The Genesis version also had some swearing which wasn’t present in the Duo release. This though, Vic explained, wasn’t due to Working Designs: “I don’t remember specifically, but it was probably a case of “chikushou’, which can be translated from “dang’ all the way up to “F***’, depending on translator or context. The Genesis localization sucked anyway. The Engrish was near unintelligible in many places.”
Whichever version you play, Exile is tremendous fun. It’s not very difficult, and there’s not much complexity to it, but there’s just the right balance of action and RPG elements to keep things interesting. Equipment can be bought and sold at stores, but the selection is small and gradually increases, so you never feel like you’ve missing an important item. Health recharges once you’re in an overhead section, and apart from the ant dungeon at the start, there’s never really a need to grind. Screen-filling magic also makes short work of the bosses without you having to get in close. It also looks good, with some minor parallax scrolling and wave effects, plus neat little details in places, like blood splatters on walls, facial portraits for minor characters and so on. Plus, if you’re playing the Duo version, the anime cinemas are voiced, which is cool.

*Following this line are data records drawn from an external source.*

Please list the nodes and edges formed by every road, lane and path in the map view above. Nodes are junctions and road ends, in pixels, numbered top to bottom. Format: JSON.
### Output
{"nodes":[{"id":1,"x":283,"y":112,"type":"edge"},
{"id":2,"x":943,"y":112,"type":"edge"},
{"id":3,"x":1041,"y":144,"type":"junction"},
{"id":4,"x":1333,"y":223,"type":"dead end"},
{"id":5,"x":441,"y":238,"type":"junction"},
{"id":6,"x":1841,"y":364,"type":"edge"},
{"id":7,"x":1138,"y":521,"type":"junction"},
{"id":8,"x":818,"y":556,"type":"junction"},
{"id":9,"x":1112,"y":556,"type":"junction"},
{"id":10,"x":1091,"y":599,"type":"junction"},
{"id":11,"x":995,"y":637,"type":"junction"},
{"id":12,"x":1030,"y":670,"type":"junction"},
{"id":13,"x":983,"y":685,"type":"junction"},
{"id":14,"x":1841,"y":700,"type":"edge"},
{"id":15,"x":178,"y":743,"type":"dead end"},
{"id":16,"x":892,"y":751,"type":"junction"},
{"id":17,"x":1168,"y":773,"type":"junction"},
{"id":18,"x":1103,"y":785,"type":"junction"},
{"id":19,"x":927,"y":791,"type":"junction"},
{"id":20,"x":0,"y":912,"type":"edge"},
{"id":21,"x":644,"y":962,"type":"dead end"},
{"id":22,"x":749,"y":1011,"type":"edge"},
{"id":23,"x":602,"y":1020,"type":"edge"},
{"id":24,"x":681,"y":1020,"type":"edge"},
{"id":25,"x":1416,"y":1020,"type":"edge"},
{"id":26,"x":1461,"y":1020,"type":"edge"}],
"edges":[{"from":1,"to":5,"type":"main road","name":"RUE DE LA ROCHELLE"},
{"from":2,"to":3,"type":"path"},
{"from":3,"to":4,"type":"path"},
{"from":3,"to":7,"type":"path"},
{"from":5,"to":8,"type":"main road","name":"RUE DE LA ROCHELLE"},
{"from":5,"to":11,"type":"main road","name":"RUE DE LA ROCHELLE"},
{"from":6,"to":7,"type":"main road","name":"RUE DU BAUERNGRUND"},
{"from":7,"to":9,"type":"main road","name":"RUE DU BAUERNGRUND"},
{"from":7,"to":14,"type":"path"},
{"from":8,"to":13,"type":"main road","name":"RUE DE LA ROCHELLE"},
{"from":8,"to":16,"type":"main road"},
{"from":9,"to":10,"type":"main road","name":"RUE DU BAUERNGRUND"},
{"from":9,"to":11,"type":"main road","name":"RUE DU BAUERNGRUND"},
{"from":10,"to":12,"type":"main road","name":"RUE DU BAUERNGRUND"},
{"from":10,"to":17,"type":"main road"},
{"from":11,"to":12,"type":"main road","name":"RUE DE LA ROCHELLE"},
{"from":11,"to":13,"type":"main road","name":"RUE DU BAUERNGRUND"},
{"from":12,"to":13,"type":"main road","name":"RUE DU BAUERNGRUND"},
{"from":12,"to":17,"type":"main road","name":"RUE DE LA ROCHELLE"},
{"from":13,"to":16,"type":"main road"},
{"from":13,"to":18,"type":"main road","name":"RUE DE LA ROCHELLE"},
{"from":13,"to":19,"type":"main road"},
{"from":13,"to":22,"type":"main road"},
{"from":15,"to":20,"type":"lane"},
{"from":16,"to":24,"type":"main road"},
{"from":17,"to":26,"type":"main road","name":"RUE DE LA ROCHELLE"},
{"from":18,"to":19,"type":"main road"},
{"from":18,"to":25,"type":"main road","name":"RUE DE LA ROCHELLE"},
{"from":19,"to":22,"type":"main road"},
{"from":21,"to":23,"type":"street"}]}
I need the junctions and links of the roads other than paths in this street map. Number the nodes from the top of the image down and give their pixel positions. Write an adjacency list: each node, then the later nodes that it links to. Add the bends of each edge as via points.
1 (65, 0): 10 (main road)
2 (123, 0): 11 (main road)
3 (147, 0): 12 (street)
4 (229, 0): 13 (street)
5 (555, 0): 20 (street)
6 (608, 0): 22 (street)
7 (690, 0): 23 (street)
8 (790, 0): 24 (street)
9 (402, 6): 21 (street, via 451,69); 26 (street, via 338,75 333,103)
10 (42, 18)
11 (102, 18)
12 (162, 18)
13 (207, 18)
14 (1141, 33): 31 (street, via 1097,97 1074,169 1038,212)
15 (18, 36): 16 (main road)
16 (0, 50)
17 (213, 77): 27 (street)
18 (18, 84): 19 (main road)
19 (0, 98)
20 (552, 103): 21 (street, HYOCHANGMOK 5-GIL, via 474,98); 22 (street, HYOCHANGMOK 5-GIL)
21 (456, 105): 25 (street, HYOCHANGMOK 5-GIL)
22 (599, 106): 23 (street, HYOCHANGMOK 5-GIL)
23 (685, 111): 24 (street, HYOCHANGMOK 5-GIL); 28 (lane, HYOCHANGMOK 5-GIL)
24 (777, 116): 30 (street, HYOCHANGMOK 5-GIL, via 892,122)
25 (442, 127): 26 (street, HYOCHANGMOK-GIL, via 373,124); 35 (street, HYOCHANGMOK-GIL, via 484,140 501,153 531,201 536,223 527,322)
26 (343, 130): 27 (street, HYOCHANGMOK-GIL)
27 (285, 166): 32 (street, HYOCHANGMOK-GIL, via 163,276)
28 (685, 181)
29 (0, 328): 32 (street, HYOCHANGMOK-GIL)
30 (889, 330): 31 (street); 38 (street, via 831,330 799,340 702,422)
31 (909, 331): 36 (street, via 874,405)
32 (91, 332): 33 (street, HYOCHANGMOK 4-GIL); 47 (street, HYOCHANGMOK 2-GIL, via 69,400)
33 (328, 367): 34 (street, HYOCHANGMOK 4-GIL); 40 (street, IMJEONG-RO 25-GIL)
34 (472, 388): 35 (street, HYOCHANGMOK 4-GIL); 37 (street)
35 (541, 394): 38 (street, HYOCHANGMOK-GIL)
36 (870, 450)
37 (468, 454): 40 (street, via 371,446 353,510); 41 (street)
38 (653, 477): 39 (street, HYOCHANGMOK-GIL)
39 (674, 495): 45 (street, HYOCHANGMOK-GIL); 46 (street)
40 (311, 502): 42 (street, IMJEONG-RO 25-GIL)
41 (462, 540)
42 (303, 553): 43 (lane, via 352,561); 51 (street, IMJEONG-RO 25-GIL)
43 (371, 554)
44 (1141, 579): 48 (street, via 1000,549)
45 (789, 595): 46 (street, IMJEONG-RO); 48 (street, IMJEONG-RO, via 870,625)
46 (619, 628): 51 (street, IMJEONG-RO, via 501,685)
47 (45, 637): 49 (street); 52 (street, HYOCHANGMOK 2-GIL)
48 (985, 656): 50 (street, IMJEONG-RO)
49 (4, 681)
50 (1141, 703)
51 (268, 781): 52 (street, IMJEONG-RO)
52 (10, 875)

The music is also extremely good, with some pumping tunes; whether it’s the redbook audio of the Duo version or the chiptunes of the MD version, it’s all excellent. The music for the computer versions of XZR II was composed by Shinobu Ogawa and Tenpei Sato, both long-time Telenet musicians. Taken from the Motoi Sakuraba section on Snesmusic.org: “Being chief composer of Telenet Japan, Shinobu Ogawa did the music for quite a lot of games. His most famous work is Valis, though he also did the sequel, he shared it with one of his past companion, Tenpei Sato. Shinobu also worked together with Nobuhito Koise on a deal of games. Together, they set the standard for the famous “Telenet sound’, which Tenpei Sato, Michiko Naruke, and other later Telenet composers gladly adopted.”
Nothing about Exile is particularly revolutionary, and many will baulk at the simplicity of its disparate elements. But taken as a whole, it’s a nicely made game and very polished, with a unique storyline. It’s unambitious, aiming to do something derivative but do it extremely well. Compared to a lot of other games in 1991, there were some classics and some truly awful releases, and it’s the fact that Exile does nothing explicitly wrong which makes it so charming. A solid little game and definitely worth playing. Now if only it could make it to the Virtual Console or PS3’s new range of PCE games.
XZR II Minigame
To access a sound test in either computer version you press F5 during the intro. But, the PC88 version has a few extra tricks. When you get to the music screen and it says press space, hold on for a second, and instead type in the letters M, A, R, I, N and A, spelling out MARINA. You should hear a sound. Now if you push space the music screen will have additional info, including piano keys at the bottom should you wish to create your own sheet music. But, there’s also a hidden mini game! Like before, type MARINA in, except when you hear the sound, instead of pressing space, type in the following letters M, A, I, T, A, K, A, I, spelling out MAITAKAI, and then press enter. It should take you to a weird game where you control a ball with a really slow turning circle, which has to collect all the P blocks, while avoiding sharp objects. You need to start turning quite early, because the thing handles like an elephant. There’s also a time limit in each stage. It’s extremely difficult, but a nice touch having a hidden game.